---------- Supplied material

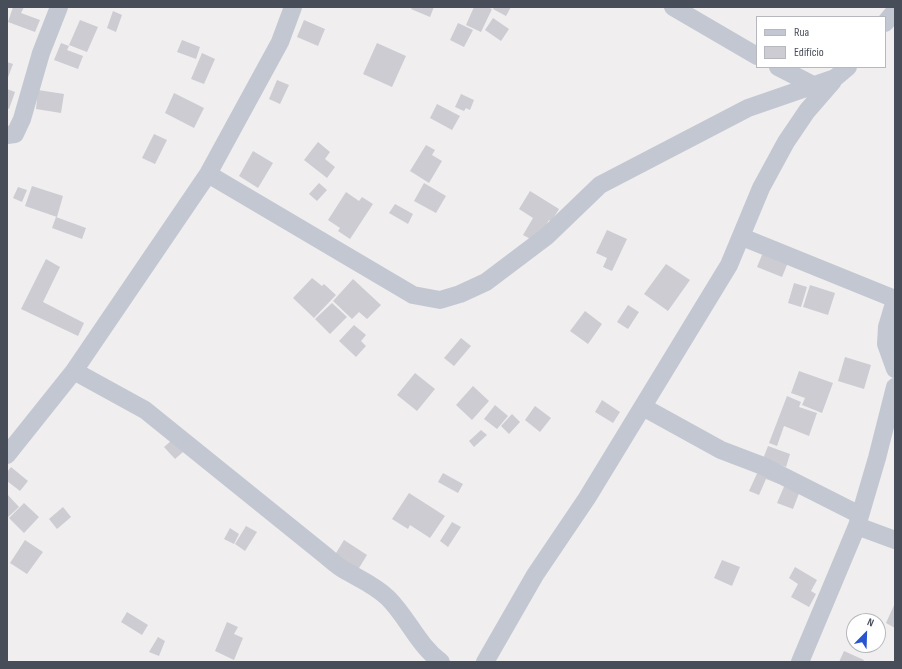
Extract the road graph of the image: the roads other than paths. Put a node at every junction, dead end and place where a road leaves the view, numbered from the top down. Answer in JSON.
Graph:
{"nodes":[{"id":1,"x":59,"y":7,"type":"edge"},
{"id":2,"x":293,"y":7,"type":"edge"},
{"id":3,"x":673,"y":7,"type":"edge"},
{"id":4,"x":895,"y":11,"type":"edge"},
{"id":5,"x":886,"y":22,"type":"edge"},
{"id":6,"x":756,"y":55,"type":"edge"},
{"id":7,"x":780,"y":68,"type":"edge"},
{"id":8,"x":842,"y":73,"type":"edge"},
{"id":9,"x":814,"y":86,"type":"junction"},
{"id":10,"x":7,"y":135,"type":"edge"},
{"id":11,"x":208,"y":174,"type":"junction"},
{"id":12,"x":742,"y":237,"type":"junction"},
{"id":13,"x":895,"y":300,"type":"edge"},
{"id":14,"x":895,"y":369,"type":"edge"},
{"id":15,"x":74,"y":371,"type":"junction"},
{"id":16,"x":895,"y":387,"type":"edge"},
{"id":17,"x":643,"y":407,"type":"junction"},
{"id":18,"x":7,"y":454,"type":"edge"},
{"id":19,"x":859,"y":521,"type":"junction"},
{"id":20,"x":895,"y":540,"type":"edge"},
{"id":21,"x":441,"y":662,"type":"edge"},
{"id":22,"x":485,"y":662,"type":"edge"},
{"id":23,"x":800,"y":662,"type":"edge"}],
"edges":[{"from":1,"to":10,"type":"street"},
{"from":2,"to":11,"type":"street"},
{"from":3,"to":6,"type":"street"},
{"from":4,"to":5,"type":"street"},
{"from":7,"to":9,"type":"street"},
{"from":8,"to":9,"type":"street"},
{"from":8,"to":12,"type":"street"},
{"from":9,"to":11,"type":"street"},
{"from":11,"to":15,"type":"street"},
{"from":12,"to":13,"type":"street"},
{"from":12,"to":17,"type":"street"},
{"from":13,"to":14,"type":"street"},
{"from":15,"to":18,"type":"street"},
{"from":15,"to":21,"type":"street"},
{"from":16,"to":19,"type":"street"},
{"from":17,"to":19,"type":"street"},
{"from":17,"to":22,"type":"street"},
{"from":19,"to":20,"type":"street"},
{"from":19,"to":23,"type":"street"}]}
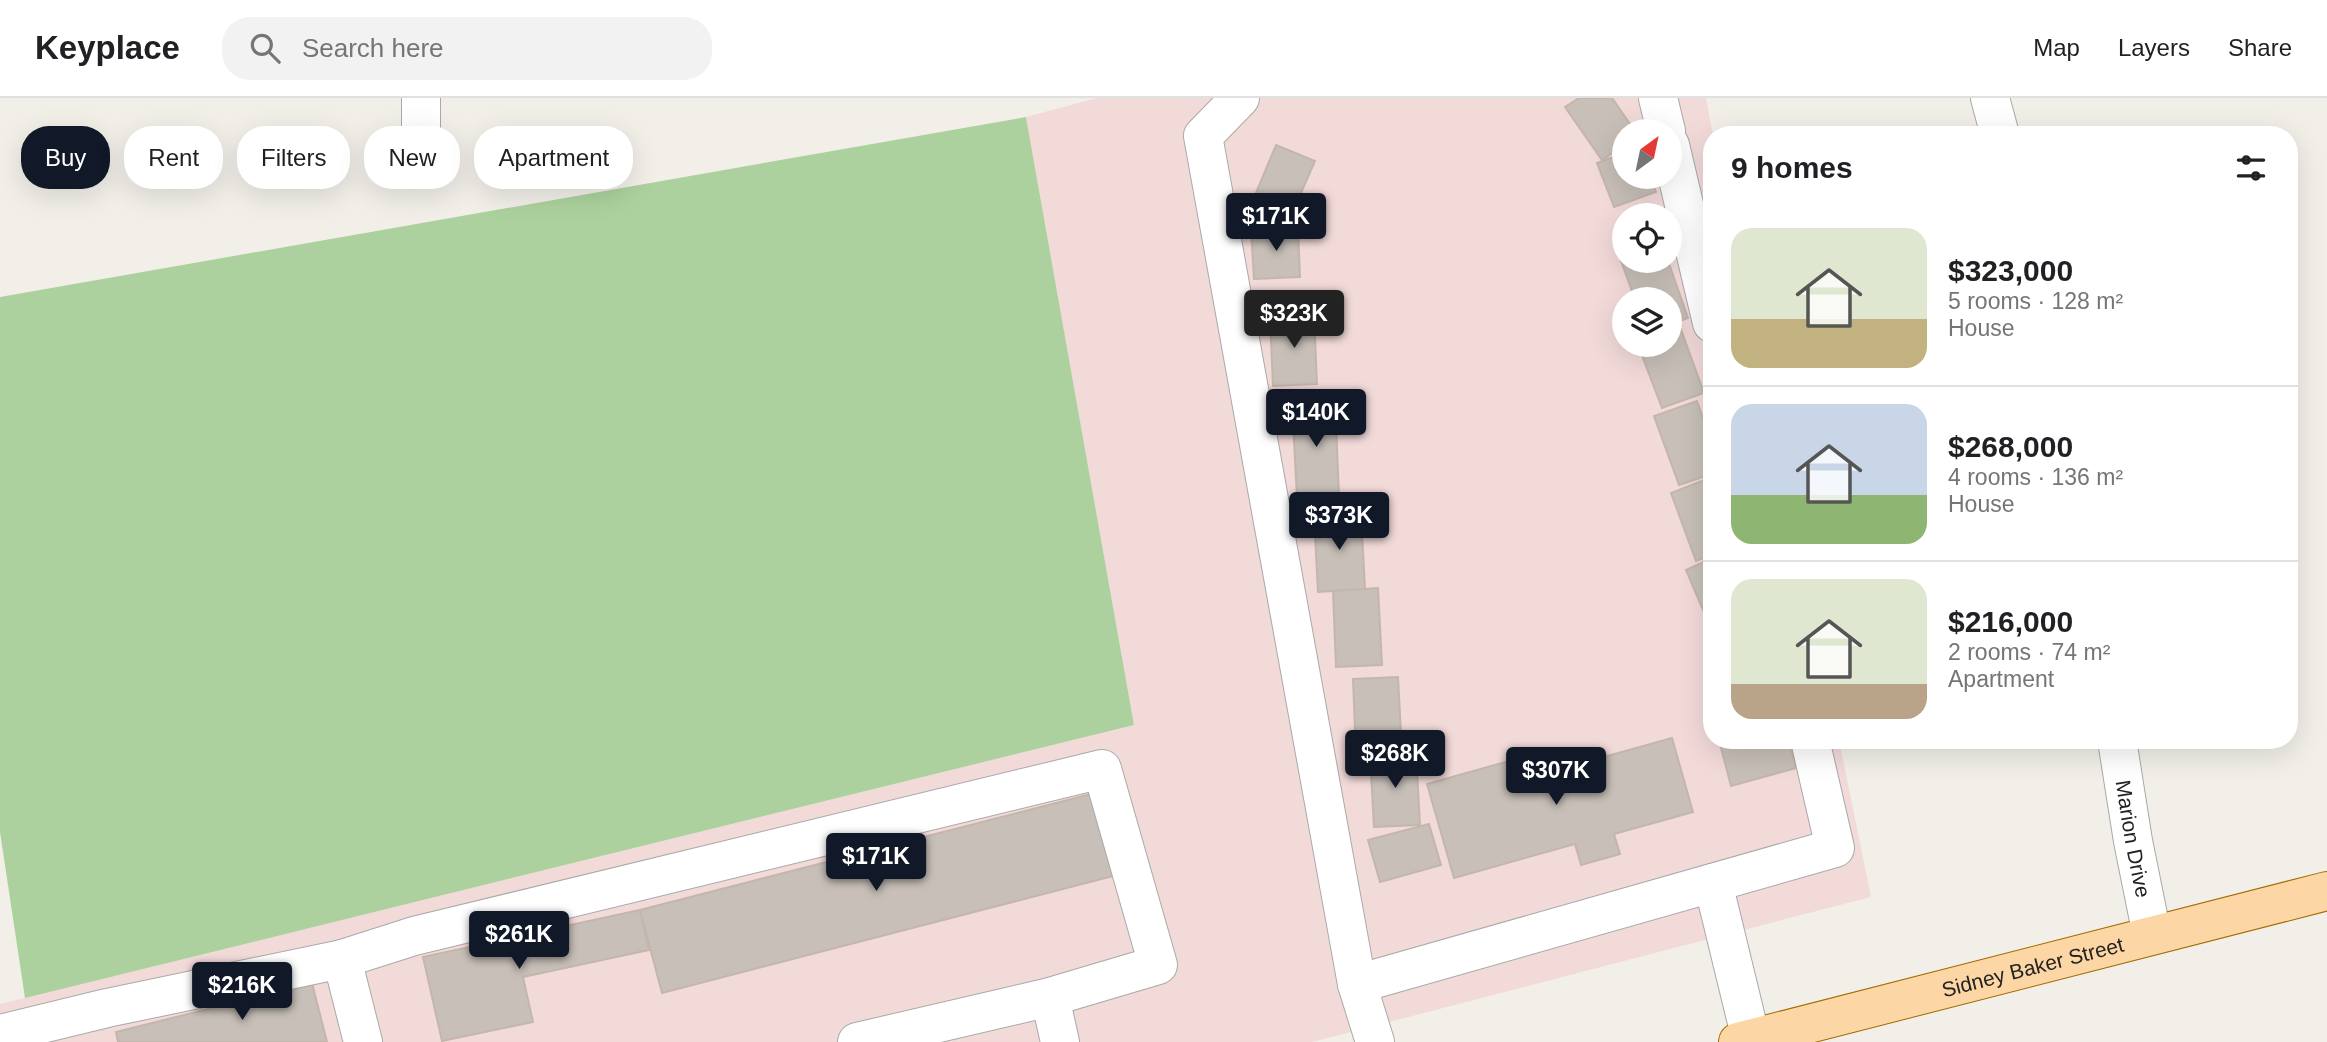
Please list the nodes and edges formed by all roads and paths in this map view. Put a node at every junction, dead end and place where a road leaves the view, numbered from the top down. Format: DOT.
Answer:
graph roads {
  1 [pos="1240,98"];
  2 [pos="1658,98"];
  3 [pos="1990,98"];
  4 [pos="1663,119"];
  5 [pos="1998,126"];
  6 [pos="1680,189"];
  7 [pos="1703,285"];
  8 [pos="1812,749"];
  9 [pos="2118,749"];
  10 [pos="1713,883"];
  11 [pos="2327,891"];
  12 [pos="2152,935"];
  13 [pos="342,959"];
  14 [pos="1357,984"];
  15 [pos="1050,997"];
  16 [pos="0,1034"];
  17 [pos="1744,1040"];
  18 [pos="363,1042"];
  19 [pos="857,1042"];
  20 [pos="1060,1042"];
  21 [pos="1375,1042"];
  1 -- 14 [label="street"];
  2 -- 4 [label="street"];
  3 -- 5 [label="street"];
  6 -- 7 [label="street"];
  8 -- 10 [label="street"];
  9 -- 12 [label="street, Marion Drive"];
  10 -- 14 [label="street"];
  10 -- 17 [label="street"];
  11 -- 12 [label="main road, Sidney Baker Street"];
  12 -- 17 [label="main road, Sidney Baker Street"];
  13 -- 15 [label="street"];
  13 -- 16 [label="street"];
  13 -- 18 [label="street"];
  14 -- 21 [label="street"];
  15 -- 19 [label="street"];
  15 -- 20 [label="street"];
}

--------------------

**Your goal**
Pull from the data each line where the string "edges" turns up.

**Reply**
"edges":[{"from":1,"to":10,"type":"street"},
Please list the nodes and edges formed by all roads and paths in this map view. Put a node at every junction, dead end and place where a road leaves the view, numbered from the top down. Format: DOT.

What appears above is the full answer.